Collecting External Data for Python.

Or, Delete the Intermediate When Collecting Data.
python
data
r
rda
download
Published

October 26, 2022

While preparing for some upcoming blog posts taking material from Design and Analysis of Experiments With R by John Lawson, I wanted to convert the problems and solutions from R code to Python code. Diong this will require using the real data and - luckily - the data from the book is online on Github. Due to how these packages are, the data is uploaded and kept as binary data which we can use. Unfortunately, the data is in the .rda format which doesn’t convert easily into python.

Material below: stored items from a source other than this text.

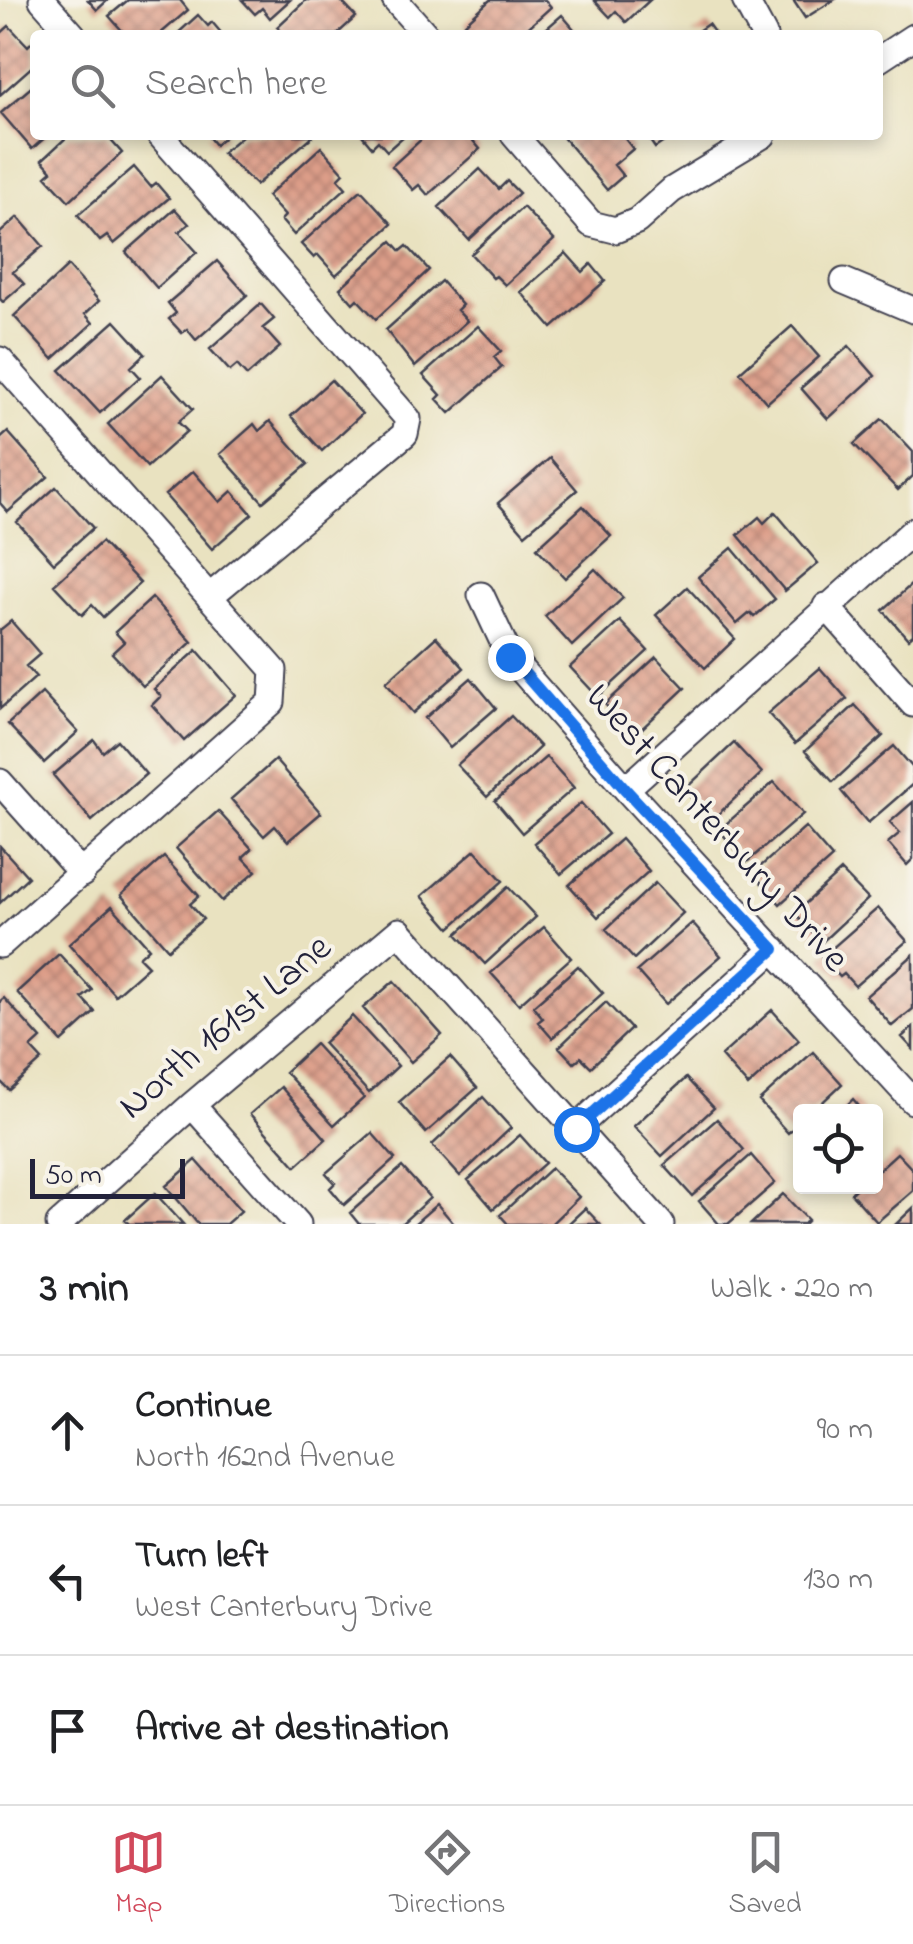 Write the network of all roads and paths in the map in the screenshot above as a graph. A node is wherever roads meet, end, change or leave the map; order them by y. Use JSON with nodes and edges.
{"nodes":[{"id":1,"x":42,"y":0,"type":"edge"},
{"id":2,"x":396,"y":0,"type":"edge"},
{"id":3,"x":745,"y":0,"type":"edge"},
{"id":4,"x":69,"y":30,"type":"edge"},
{"id":5,"x":422,"y":30,"type":"edge"},
{"id":6,"x":761,"y":30,"type":"edge"},
{"id":7,"x":913,"y":36,"type":"edge"},
{"id":8,"x":883,"y":57,"type":"edge"},
{"id":9,"x":164,"y":140,"type":"edge"},
{"id":10,"x":518,"y":140,"type":"edge"},
{"id":11,"x":755,"y":140,"type":"edge"},
{"id":12,"x":844,"y":281,"type":"dead end"},
{"id":13,"x":913,"y":310,"type":"edge"},
{"id":14,"x":0,"y":360,"type":"edge"},
{"id":15,"x":913,"y":531,"type":"edge"},
{"id":16,"x":481,"y":596,"type":"dead end"},
{"id":17,"x":209,"y":598,"type":"junction"},
{"id":18,"x":826,"y":606,"type":"junction"},
{"id":19,"x":913,"y":704,"type":"edge"},
{"id":20,"x":0,"y":782,"type":"edge"},
{"id":21,"x":626,"y":790,"type":"junction"},
{"id":22,"x":82,"y":874,"type":"junction"},
{"id":23,"x":0,"y":946,"type":"edge"},
{"id":24,"x":774,"y":949,"type":"junction"},
{"id":25,"x":913,"y":1101,"type":"edge"},
{"id":26,"x":192,"y":1105,"type":"junction"},
{"id":27,"x":576,"y":1129,"type":"junction"},
{"id":28,"x":58,"y":1224,"type":"edge"},
{"id":29,"x":298,"y":1224,"type":"edge"},
{"id":30,"x":661,"y":1224,"type":"edge"}],
"edges":[{"from":1,"to":4,"type":"street"},
{"from":2,"to":5,"type":"street"},
{"from":3,"to":6,"type":"street"},
{"from":7,"to":8,"type":"street"},
{"from":9,"to":17,"type":"street"},
{"from":10,"to":11,"type":"street"},
{"from":12,"to":13,"type":"street"},
{"from":14,"to":17,"type":"street"},
{"from":15,"to":18,"type":"street"},
{"from":16,"to":21,"type":"street","name":"West Canterbury Drive"},
{"from":17,"to":22,"type":"street"},
{"from":18,"to":19,"type":"street"},
{"from":18,"to":21,"type":"street"},
{"from":20,"to":22,"type":"street"},
{"from":21,"to":24,"type":"street","name":"West Canterbury Drive"},
{"from":22,"to":23,"type":"street"},
{"from":24,"to":25,"type":"street","name":"West Canterbury Drive"},
{"from":24,"to":27,"type":"street"},
{"from":26,"to":27,"type":"street","name":"North 161st Lane"},
{"from":26,"to":28,"type":"street","name":"North 161st Lane"},
{"from":26,"to":29,"type":"street"},
{"from":27,"to":30,"type":"street"}]}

There is a package for this to convert the data: pyreadr. Which we’re doing to use to convert the data into a dataframe Python understands. Sadly, this package doesn’t handle urls so we’ll need to download the data first. We could clone out the whole repository to collect the data but then we’d have to start manually managing the data - which I don’t want to do.

After a bit of working around, we can use the tempfile builtin package from Python to create a temporary file to dump the data into. This is useful since these will be deleted after it’s .close() is called on the file. But, we’ll want a Named version since we want this accessible to the file system: > This function operates exactly as TemporaryFile() does, except that the file is guaranteed to have a visible name in the file system (on Unix, the directory entry is not unlinked). That name can be retrieved from the name attribute of the returned file-like object. Whether the name can be used to open the file a second time, while the named temporary file is still open, varies across platforms (it can be so used on Unix; it cannot on Windows).

Source

We’ll use the requests library to pull the data from the internet since it’s builtin and easy to use.

# !pip install pyreadr
import pyreadr as pyr
import tempfile as tmp
import requests as r

One caveat here is that you’ll need to rewind the read location in the file to read the temporary file otherwise you’ll get an LibrdataError: Unable to read from file.

with tmp.NamedTemporaryFile() as f:
    something = r.get("https://github.com/cran/daewr/raw/master/data/Apo.rda").content
    f.write(something)
    f.seek(0)
    data = pyr.read_r(f.name)['Apo']

data.head(15).T
0 1 2 3 4 5 6 7 8 9 10 11 12 13 14
lab A A A A A A A B B B B B B B B
conc 1.195 1.144 1.167 1.249 1.177 1.217 1.187 1.155 1.173 1.171 1.175 1.153 1.139 1.185 1.144

There we go! You can use this as a simple way to collect data from the internet and feed it into a package which doesn’t support urls to read in data. You can expect its usage in the near future while I work through the textbook.